SUPPLIED DATA:
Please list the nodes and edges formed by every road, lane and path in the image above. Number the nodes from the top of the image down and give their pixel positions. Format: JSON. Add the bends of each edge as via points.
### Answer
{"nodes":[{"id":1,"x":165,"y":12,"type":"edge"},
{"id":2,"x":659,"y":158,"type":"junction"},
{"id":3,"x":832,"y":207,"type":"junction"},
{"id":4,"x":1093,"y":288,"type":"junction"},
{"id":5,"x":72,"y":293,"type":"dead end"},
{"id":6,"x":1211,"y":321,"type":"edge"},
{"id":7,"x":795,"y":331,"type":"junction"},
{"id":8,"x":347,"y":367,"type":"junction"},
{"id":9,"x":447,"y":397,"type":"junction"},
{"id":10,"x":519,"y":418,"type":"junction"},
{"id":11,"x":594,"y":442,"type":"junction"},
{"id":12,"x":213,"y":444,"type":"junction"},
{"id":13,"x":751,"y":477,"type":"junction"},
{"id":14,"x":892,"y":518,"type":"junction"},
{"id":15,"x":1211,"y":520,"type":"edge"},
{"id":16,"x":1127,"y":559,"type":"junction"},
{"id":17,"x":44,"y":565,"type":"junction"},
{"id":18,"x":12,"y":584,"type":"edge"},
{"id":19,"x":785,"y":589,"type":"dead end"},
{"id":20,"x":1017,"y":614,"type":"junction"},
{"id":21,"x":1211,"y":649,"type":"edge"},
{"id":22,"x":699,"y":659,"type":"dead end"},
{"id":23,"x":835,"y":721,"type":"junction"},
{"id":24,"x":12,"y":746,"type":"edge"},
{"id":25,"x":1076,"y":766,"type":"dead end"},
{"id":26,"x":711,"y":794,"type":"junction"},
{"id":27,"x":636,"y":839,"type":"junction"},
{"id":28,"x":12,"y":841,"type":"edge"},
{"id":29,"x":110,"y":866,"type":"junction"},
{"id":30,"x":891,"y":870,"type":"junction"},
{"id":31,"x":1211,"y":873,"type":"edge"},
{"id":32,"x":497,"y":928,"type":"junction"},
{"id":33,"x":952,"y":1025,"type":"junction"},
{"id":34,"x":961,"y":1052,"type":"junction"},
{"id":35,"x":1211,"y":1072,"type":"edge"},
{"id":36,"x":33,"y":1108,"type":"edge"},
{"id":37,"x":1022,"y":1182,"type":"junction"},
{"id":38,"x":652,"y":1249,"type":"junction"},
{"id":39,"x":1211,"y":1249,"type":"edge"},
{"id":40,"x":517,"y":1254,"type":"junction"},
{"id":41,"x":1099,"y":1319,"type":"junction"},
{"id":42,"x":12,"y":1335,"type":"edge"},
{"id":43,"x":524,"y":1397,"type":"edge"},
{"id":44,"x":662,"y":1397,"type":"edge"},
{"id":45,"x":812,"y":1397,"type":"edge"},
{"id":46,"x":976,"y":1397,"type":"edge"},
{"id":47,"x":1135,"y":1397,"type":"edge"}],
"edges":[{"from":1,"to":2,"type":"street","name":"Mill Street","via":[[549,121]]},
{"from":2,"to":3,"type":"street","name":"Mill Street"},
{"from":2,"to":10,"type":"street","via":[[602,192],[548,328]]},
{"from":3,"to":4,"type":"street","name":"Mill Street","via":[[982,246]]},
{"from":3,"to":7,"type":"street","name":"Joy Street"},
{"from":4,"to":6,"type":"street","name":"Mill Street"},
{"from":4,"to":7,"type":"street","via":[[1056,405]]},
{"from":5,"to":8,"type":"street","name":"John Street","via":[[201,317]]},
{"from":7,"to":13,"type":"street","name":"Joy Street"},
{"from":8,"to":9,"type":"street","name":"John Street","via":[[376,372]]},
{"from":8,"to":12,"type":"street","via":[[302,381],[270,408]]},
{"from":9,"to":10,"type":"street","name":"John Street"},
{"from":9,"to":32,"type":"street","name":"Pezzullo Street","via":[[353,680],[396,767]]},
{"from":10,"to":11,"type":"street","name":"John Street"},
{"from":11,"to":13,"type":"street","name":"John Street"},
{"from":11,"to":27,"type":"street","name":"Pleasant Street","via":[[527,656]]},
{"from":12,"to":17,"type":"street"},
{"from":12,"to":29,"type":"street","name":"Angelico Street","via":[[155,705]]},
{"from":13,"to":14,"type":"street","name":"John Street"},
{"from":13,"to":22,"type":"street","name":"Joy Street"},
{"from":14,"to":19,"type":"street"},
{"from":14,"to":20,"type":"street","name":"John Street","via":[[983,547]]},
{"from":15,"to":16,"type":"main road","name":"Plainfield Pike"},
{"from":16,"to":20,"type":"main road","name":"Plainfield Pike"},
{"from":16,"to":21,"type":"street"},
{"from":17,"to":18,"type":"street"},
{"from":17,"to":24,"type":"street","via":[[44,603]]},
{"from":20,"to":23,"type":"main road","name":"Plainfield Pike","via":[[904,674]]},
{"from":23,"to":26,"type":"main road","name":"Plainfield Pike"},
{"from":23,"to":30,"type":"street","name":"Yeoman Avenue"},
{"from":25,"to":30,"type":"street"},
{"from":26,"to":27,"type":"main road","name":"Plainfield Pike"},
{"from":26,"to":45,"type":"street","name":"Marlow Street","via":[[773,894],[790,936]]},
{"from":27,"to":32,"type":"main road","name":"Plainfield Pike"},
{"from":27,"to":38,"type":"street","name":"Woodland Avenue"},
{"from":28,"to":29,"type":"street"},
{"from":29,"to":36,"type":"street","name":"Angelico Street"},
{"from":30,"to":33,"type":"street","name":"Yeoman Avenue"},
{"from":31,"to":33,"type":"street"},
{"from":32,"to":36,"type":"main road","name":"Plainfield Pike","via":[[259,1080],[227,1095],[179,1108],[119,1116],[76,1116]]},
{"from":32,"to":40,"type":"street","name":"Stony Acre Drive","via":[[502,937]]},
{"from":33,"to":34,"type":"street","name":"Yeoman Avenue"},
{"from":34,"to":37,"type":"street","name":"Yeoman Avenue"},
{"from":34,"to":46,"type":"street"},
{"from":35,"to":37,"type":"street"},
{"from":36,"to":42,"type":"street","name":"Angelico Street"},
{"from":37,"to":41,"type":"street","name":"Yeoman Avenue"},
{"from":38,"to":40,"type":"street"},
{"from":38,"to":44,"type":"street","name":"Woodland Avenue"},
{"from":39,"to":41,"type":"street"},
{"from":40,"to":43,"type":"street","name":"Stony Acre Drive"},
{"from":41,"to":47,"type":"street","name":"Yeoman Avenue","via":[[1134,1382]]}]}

TASK GOAL:
Could you please print the entire listing exactly?

RESPONSE BELOW:
Please list the nodes and edges formed by every road, lane and path in the image above. Number the nodes from the top of the image down and give their pixel positions. Format: JSON. Add the bends of each edge as via points.
### Answer
{"nodes":[{"id":1,"x":165,"y":12,"type":"edge"},
{"id":2,"x":659,"y":158,"type":"junction"},
{"id":3,"x":832,"y":207,"type":"junction"},
{"id":4,"x":1093,"y":288,"type":"junction"},
{"id":5,"x":72,"y":293,"type":"dead end"},
{"id":6,"x":1211,"y":321,"type":"edge"},
{"id":7,"x":795,"y":331,"type":"junction"},
{"id":8,"x":347,"y":367,"type":"junction"},
{"id":9,"x":447,"y":397,"type":"junction"},
{"id":10,"x":519,"y":418,"type":"junction"},
{"id":11,"x":594,"y":442,"type":"junction"},
{"id":12,"x":213,"y":444,"type":"junction"},
{"id":13,"x":751,"y":477,"type":"junction"},
{"id":14,"x":892,"y":518,"type":"junction"},
{"id":15,"x":1211,"y":520,"type":"edge"},
{"id":16,"x":1127,"y":559,"type":"junction"},
{"id":17,"x":44,"y":565,"type":"junction"},
{"id":18,"x":12,"y":584,"type":"edge"},
{"id":19,"x":785,"y":589,"type":"dead end"},
{"id":20,"x":1017,"y":614,"type":"junction"},
{"id":21,"x":1211,"y":649,"type":"edge"},
{"id":22,"x":699,"y":659,"type":"dead end"},
{"id":23,"x":835,"y":721,"type":"junction"},
{"id":24,"x":12,"y":746,"type":"edge"},
{"id":25,"x":1076,"y":766,"type":"dead end"},
{"id":26,"x":711,"y":794,"type":"junction"},
{"id":27,"x":636,"y":839,"type":"junction"},
{"id":28,"x":12,"y":841,"type":"edge"},
{"id":29,"x":110,"y":866,"type":"junction"},
{"id":30,"x":891,"y":870,"type":"junction"},
{"id":31,"x":1211,"y":873,"type":"edge"},
{"id":32,"x":497,"y":928,"type":"junction"},
{"id":33,"x":952,"y":1025,"type":"junction"},
{"id":34,"x":961,"y":1052,"type":"junction"},
{"id":35,"x":1211,"y":1072,"type":"edge"},
{"id":36,"x":33,"y":1108,"type":"edge"},
{"id":37,"x":1022,"y":1182,"type":"junction"},
{"id":38,"x":652,"y":1249,"type":"junction"},
{"id":39,"x":1211,"y":1249,"type":"edge"},
{"id":40,"x":517,"y":1254,"type":"junction"},
{"id":41,"x":1099,"y":1319,"type":"junction"},
{"id":42,"x":12,"y":1335,"type":"edge"},
{"id":43,"x":524,"y":1397,"type":"edge"},
{"id":44,"x":662,"y":1397,"type":"edge"},
{"id":45,"x":812,"y":1397,"type":"edge"},
{"id":46,"x":976,"y":1397,"type":"edge"},
{"id":47,"x":1135,"y":1397,"type":"edge"}],
"edges":[{"from":1,"to":2,"type":"street","name":"Mill Street","via":[[549,121]]},
{"from":2,"to":3,"type":"street","name":"Mill Street"},
{"from":2,"to":10,"type":"street","via":[[602,192],[548,328]]},
{"from":3,"to":4,"type":"street","name":"Mill Street","via":[[982,246]]},
{"from":3,"to":7,"type":"street","name":"Joy Street"},
{"from":4,"to":6,"type":"street","name":"Mill Street"},
{"from":4,"to":7,"type":"street","via":[[1056,405]]},
{"from":5,"to":8,"type":"street","name":"John Street","via":[[201,317]]},
{"from":7,"to":13,"type":"street","name":"Joy Street"},
{"from":8,"to":9,"type":"street","name":"John Street","via":[[376,372]]},
{"from":8,"to":12,"type":"street","via":[[302,381],[270,408]]},
{"from":9,"to":10,"type":"street","name":"John Street"},
{"from":9,"to":32,"type":"street","name":"Pezzullo Street","via":[[353,680],[396,767]]},
{"from":10,"to":11,"type":"street","name":"John Street"},
{"from":11,"to":13,"type":"street","name":"John Street"},
{"from":11,"to":27,"type":"street","name":"Pleasant Street","via":[[527,656]]},
{"from":12,"to":17,"type":"street"},
{"from":12,"to":29,"type":"street","name":"Angelico Street","via":[[155,705]]},
{"from":13,"to":14,"type":"street","name":"John Street"},
{"from":13,"to":22,"type":"street","name":"Joy Street"},
{"from":14,"to":19,"type":"street"},
{"from":14,"to":20,"type":"street","name":"John Street","via":[[983,547]]},
{"from":15,"to":16,"type":"main road","name":"Plainfield Pike"},
{"from":16,"to":20,"type":"main road","name":"Plainfield Pike"},
{"from":16,"to":21,"type":"street"},
{"from":17,"to":18,"type":"street"},
{"from":17,"to":24,"type":"street","via":[[44,603]]},
{"from":20,"to":23,"type":"main road","name":"Plainfield Pike","via":[[904,674]]},
{"from":23,"to":26,"type":"main road","name":"Plainfield Pike"},
{"from":23,"to":30,"type":"street","name":"Yeoman Avenue"},
{"from":25,"to":30,"type":"street"},
{"from":26,"to":27,"type":"main road","name":"Plainfield Pike"},
{"from":26,"to":45,"type":"street","name":"Marlow Street","via":[[773,894],[790,936]]},
{"from":27,"to":32,"type":"main road","name":"Plainfield Pike"},
{"from":27,"to":38,"type":"street","name":"Woodland Avenue"},
{"from":28,"to":29,"type":"street"},
{"from":29,"to":36,"type":"street","name":"Angelico Street"},
{"from":30,"to":33,"type":"street","name":"Yeoman Avenue"},
{"from":31,"to":33,"type":"street"},
{"from":32,"to":36,"type":"main road","name":"Plainfield Pike","via":[[259,1080],[227,1095],[179,1108],[119,1116],[76,1116]]},
{"from":32,"to":40,"type":"street","name":"Stony Acre Drive","via":[[502,937]]},
{"from":33,"to":34,"type":"street","name":"Yeoman Avenue"},
{"from":34,"to":37,"type":"street","name":"Yeoman Avenue"},
{"from":34,"to":46,"type":"street"},
{"from":35,"to":37,"type":"street"},
{"from":36,"to":42,"type":"street","name":"Angelico Street"},
{"from":37,"to":41,"type":"street","name":"Yeoman Avenue"},
{"from":38,"to":40,"type":"street"},
{"from":38,"to":44,"type":"street","name":"Woodland Avenue"},
{"from":39,"to":41,"type":"street"},
{"from":40,"to":43,"type":"street","name":"Stony Acre Drive"},
{"from":41,"to":47,"type":"street","name":"Yeoman Avenue","via":[[1134,1382]]}]}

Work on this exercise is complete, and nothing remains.